Respect du corps dans la culture du Maghreb

7Établir une bonne relation avec les sujets âgés et les familles semble passer par une connaissance et un respect des dimensions culturelles. Pour les soins, les personnels de la même culture sont en général mieux acceptés. Pour les personnes âgées venant du Maghreb, le respect de la pudeur et la protection de la nudité sont primordiaux. Le regard d’une femme, surtout étrangère, sur le corps d’un homme est un sacrilège. L’infirmière libérale qui tient ces propos nous déclare qu’il lui est arrivé de donner des douches à un homme maghrébin malade qui gardait ses vêtements… Elle ajoute : “Pendant les soins infirmiers à domicile, toute la famille se retire.” Certaines familles demandent que les soins infirmiers soient interrompus pendant le ramadan.

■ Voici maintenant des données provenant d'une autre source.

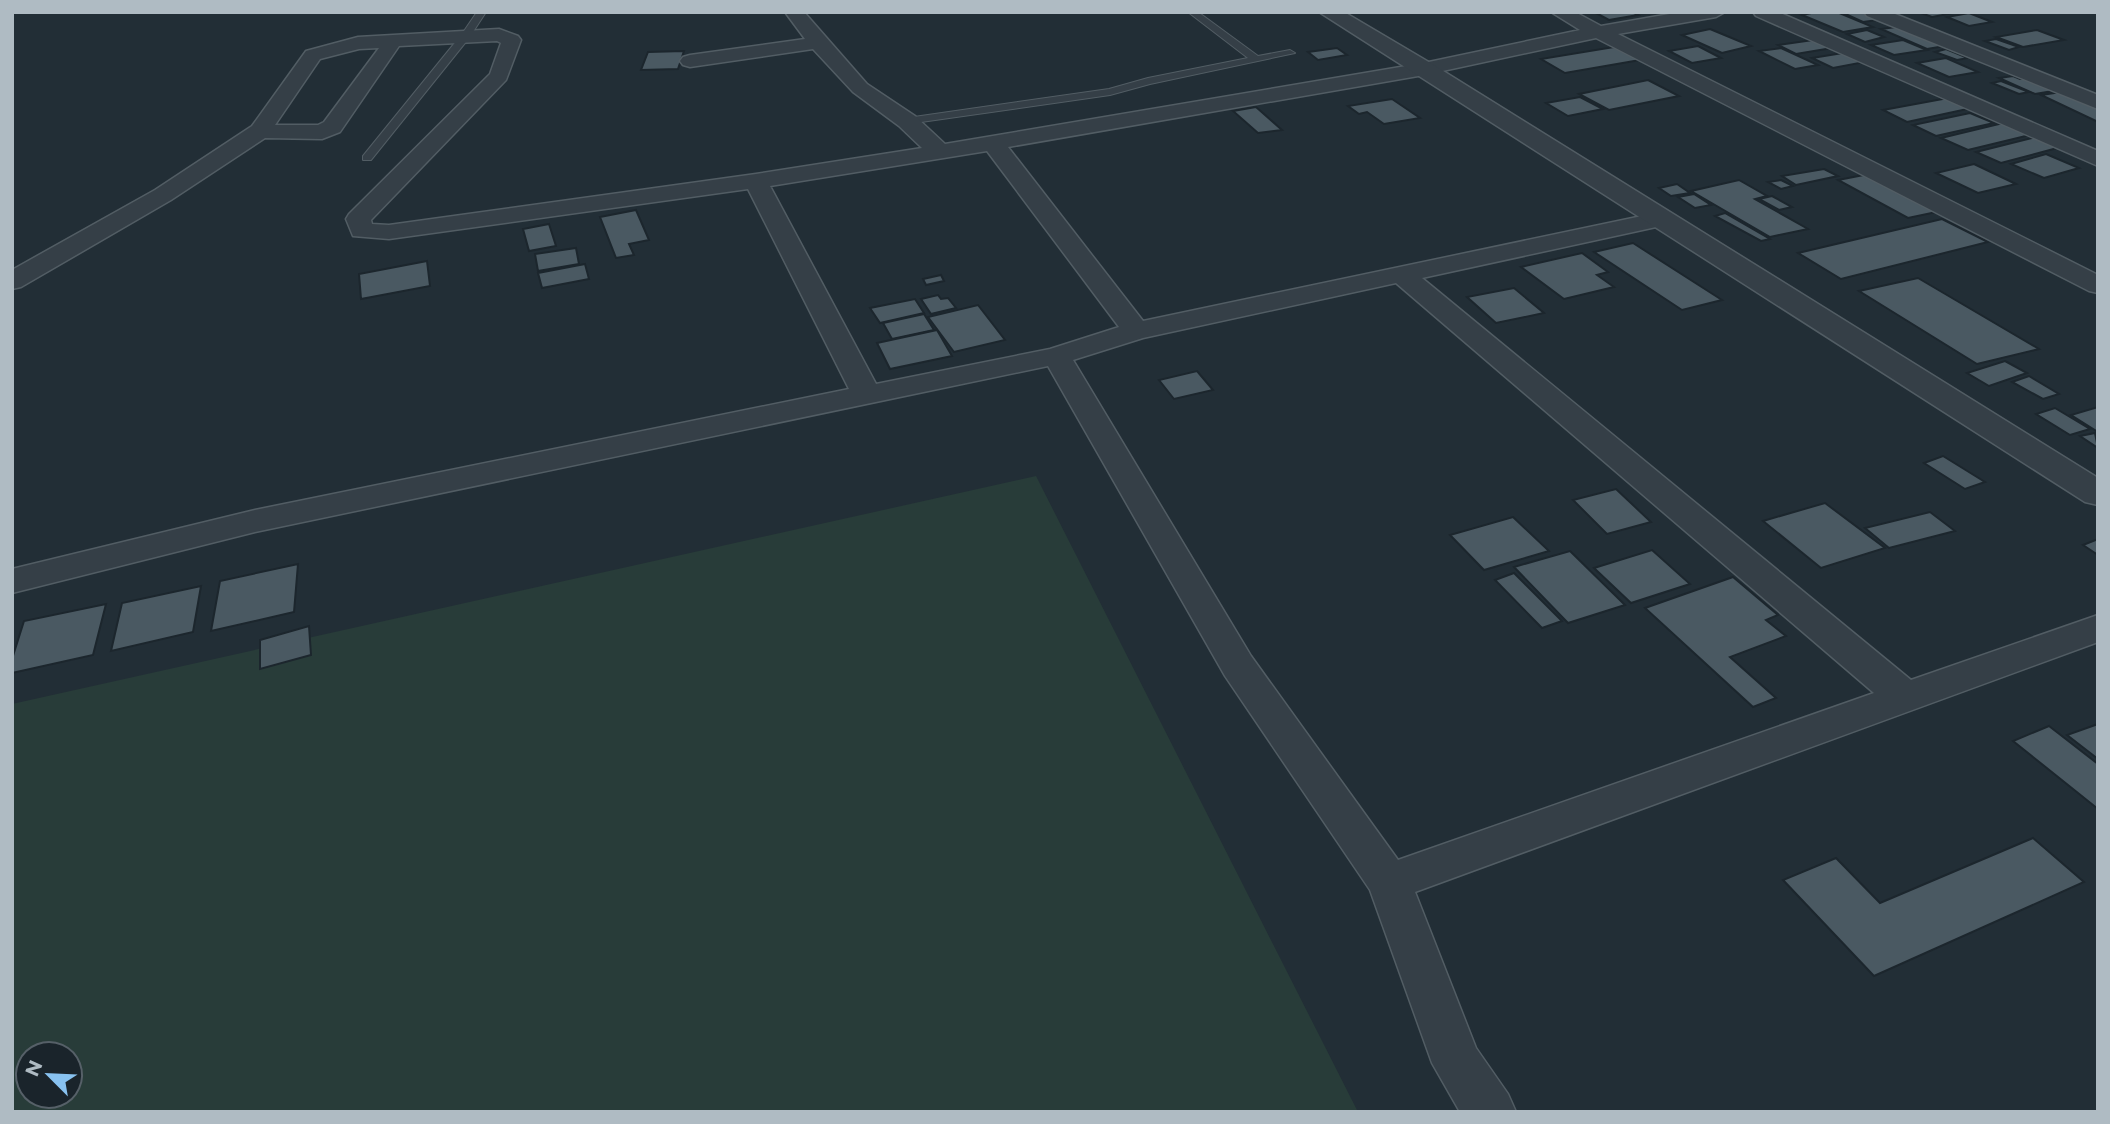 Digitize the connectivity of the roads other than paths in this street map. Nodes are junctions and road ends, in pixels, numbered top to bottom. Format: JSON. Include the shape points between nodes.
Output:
{"nodes":[{"id":1,"x":482,"y":12,"type":"edge"},
{"id":2,"x":794,"y":12,"type":"edge"},
{"id":3,"x":1192,"y":12,"type":"edge"},
{"id":4,"x":1329,"y":12,"type":"edge"},
{"id":5,"x":1560,"y":12,"type":"edge"},
{"id":6,"x":1716,"y":12,"type":"edge"},
{"id":7,"x":1762,"y":12,"type":"edge"},
{"id":8,"x":1873,"y":12,"type":"edge"},
{"id":9,"x":1596,"y":32,"type":"junction"},
{"id":10,"x":466,"y":36,"type":"junction"},
{"id":11,"x":394,"y":40,"type":"junction"},
{"id":12,"x":818,"y":43,"type":"junction"},
{"id":13,"x":1290,"y":53,"type":"dead end"},
{"id":14,"x":1255,"y":60,"type":"junction"},
{"id":15,"x":690,"y":61,"type":"dead end"},
{"id":16,"x":1424,"y":69,"type":"junction"},
{"id":17,"x":2098,"y":103,"type":"edge"},
{"id":18,"x":907,"y":121,"type":"junction"},
{"id":19,"x":260,"y":131,"type":"junction"},
{"id":20,"x":993,"y":143,"type":"junction"},
{"id":21,"x":940,"y":152,"type":"junction"},
{"id":22,"x":367,"y":158,"type":"dead end"},
{"id":23,"x":2098,"y":159,"type":"edge"},
{"id":24,"x":756,"y":181,"type":"junction"},
{"id":25,"x":1661,"y":219,"type":"junction"},
{"id":26,"x":1401,"y":274,"type":"junction"},
{"id":27,"x":12,"y":281,"type":"edge"},
{"id":28,"x":2098,"y":285,"type":"edge"},
{"id":29,"x":1136,"y":331,"type":"junction"},
{"id":30,"x":1056,"y":356,"type":"junction"},
{"id":31,"x":867,"y":395,"type":"junction"},
{"id":32,"x":2098,"y":494,"type":"edge"},
{"id":33,"x":12,"y":581,"type":"edge"},
{"id":34,"x":2098,"y":628,"type":"edge"},
{"id":35,"x":1905,"y":697,"type":"junction"},
{"id":36,"x":1389,"y":882,"type":"junction"},
{"id":37,"x":1490,"y":1112,"type":"edge"}],
"edges":[{"from":1,"to":10,"type":"lane"},
{"from":2,"to":12,"type":"street"},
{"from":3,"to":14,"type":"lane"},
{"from":4,"to":16,"type":"street"},
{"from":5,"to":9,"type":"street"},
{"from":6,"to":9,"type":"street"},
{"from":7,"to":23,"type":"street"},
{"from":8,"to":17,"type":"street"},
{"from":9,"to":16,"type":"street"},
{"from":9,"to":28,"type":"street"},
{"from":10,"to":11,"type":"street"},
{"from":10,"to":22,"type":"lane"},
{"from":10,"to":24,"type":"street","via":[[499,35],[511,40],[499,76],[369,206],[358,219],[362,231],[389,232]]},
{"from":11,"to":19,"type":"street","via":[[358,43],[313,55]]},
{"from":11,"to":19,"type":"street","via":[[332,127],[321,132]]},
{"from":12,"to":15,"type":"street"},
{"from":12,"to":18,"type":"street","via":[[860,88]]},
{"from":13,"to":14,"type":"lane"},
{"from":14,"to":18,"type":"lane","via":[[1110,92]]},
{"from":16,"to":20,"type":"street"},
{"from":16,"to":25,"type":"street"},
{"from":18,"to":21,"type":"street"},
{"from":19,"to":27,"type":"street","via":[[163,195]]},
{"from":20,"to":21,"type":"street"},
{"from":20,"to":29,"type":"street"},
{"from":21,"to":24,"type":"street"},
{"from":24,"to":31,"type":"street"},
{"from":25,"to":26,"type":"street"},
{"from":25,"to":32,"type":"street"},
{"from":26,"to":29,"type":"street"},
{"from":26,"to":35,"type":"street"},
{"from":29,"to":30,"type":"street"},
{"from":30,"to":31,"type":"street"},
{"from":30,"to":36,"type":"street","via":[[1238,666]]},
{"from":31,"to":33,"type":"street","via":[[255,521]]},
{"from":34,"to":35,"type":"street"},
{"from":35,"to":36,"type":"street"},
{"from":36,"to":37,"type":"street","via":[[1457,1063]]}]}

8Un urgentiste d’origine musulmane nous a signalé des cas dramatiques liés au manque d’hygiène (macération, escarres, infections) des hommes maghrébins âgés admis pour une pathologie aiguë, parce qu’aucun membre de la famille n’osait le dénuder pour la toilette intime, ou bien parce qu’ils refusaient que l’on s’approche d’eux dans ce but. En principe, c’est l’épouse qui s’occupe de la toilette de son mari. Le personnel soignant accepte, pour ne pas heurter la personne âgée, que l’épouse se rende à l’hôpital pour effectuer personnellement la toilette.

9Les soins à la femme âgée sont plus facilement confiés à un professionnel extérieur, même si c’est habituellement la fille ou la belle-fille qui s’en charge. Quand une aide à domicile est acceptée, il s’agit le plus souvent d’une femme d’âge mûr.

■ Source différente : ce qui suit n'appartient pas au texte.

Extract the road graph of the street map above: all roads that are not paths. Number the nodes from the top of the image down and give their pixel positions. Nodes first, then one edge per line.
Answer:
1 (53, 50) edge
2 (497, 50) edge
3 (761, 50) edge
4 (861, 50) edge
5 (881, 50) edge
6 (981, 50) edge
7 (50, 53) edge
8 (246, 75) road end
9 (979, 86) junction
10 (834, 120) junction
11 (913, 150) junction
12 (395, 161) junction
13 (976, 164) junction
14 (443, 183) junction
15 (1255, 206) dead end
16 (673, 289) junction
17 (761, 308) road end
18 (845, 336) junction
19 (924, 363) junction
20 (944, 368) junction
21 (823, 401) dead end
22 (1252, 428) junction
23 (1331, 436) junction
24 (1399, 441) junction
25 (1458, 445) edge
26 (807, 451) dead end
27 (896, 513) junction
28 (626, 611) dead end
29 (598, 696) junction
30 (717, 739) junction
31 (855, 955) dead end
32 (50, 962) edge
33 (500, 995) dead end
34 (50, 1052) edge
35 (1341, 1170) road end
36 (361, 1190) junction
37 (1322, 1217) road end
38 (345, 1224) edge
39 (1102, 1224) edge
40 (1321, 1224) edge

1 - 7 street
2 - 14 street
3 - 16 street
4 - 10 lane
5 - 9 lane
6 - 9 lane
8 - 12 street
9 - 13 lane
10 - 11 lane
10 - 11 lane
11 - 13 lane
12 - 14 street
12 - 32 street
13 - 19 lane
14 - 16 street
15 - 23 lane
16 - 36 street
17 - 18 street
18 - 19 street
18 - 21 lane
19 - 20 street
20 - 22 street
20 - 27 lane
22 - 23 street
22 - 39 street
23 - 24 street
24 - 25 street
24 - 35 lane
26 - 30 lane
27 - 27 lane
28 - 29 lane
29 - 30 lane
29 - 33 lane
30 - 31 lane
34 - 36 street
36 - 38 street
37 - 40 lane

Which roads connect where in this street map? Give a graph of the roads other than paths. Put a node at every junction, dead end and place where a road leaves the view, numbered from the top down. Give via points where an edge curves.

10Pour les patients atteints de troubles cognitifs, les professionnels interrogés en Tunisie (17 médecins et 1 psychologue) ont signalé que les familles plaçaient en premier les questions d’hygiène du corps (pour 11 professionnels) pour justifier une aide, au même titre que les traitements médicaux adaptés.

11Une attention particulière devrait être portée aux conditions de réalisation des soins corporels, même si le respect de la personne doit être identique quelle que soit la culture. L’impact psychologique des maladresses par méconnaissance pourrait rendre pénible le séjour en institution.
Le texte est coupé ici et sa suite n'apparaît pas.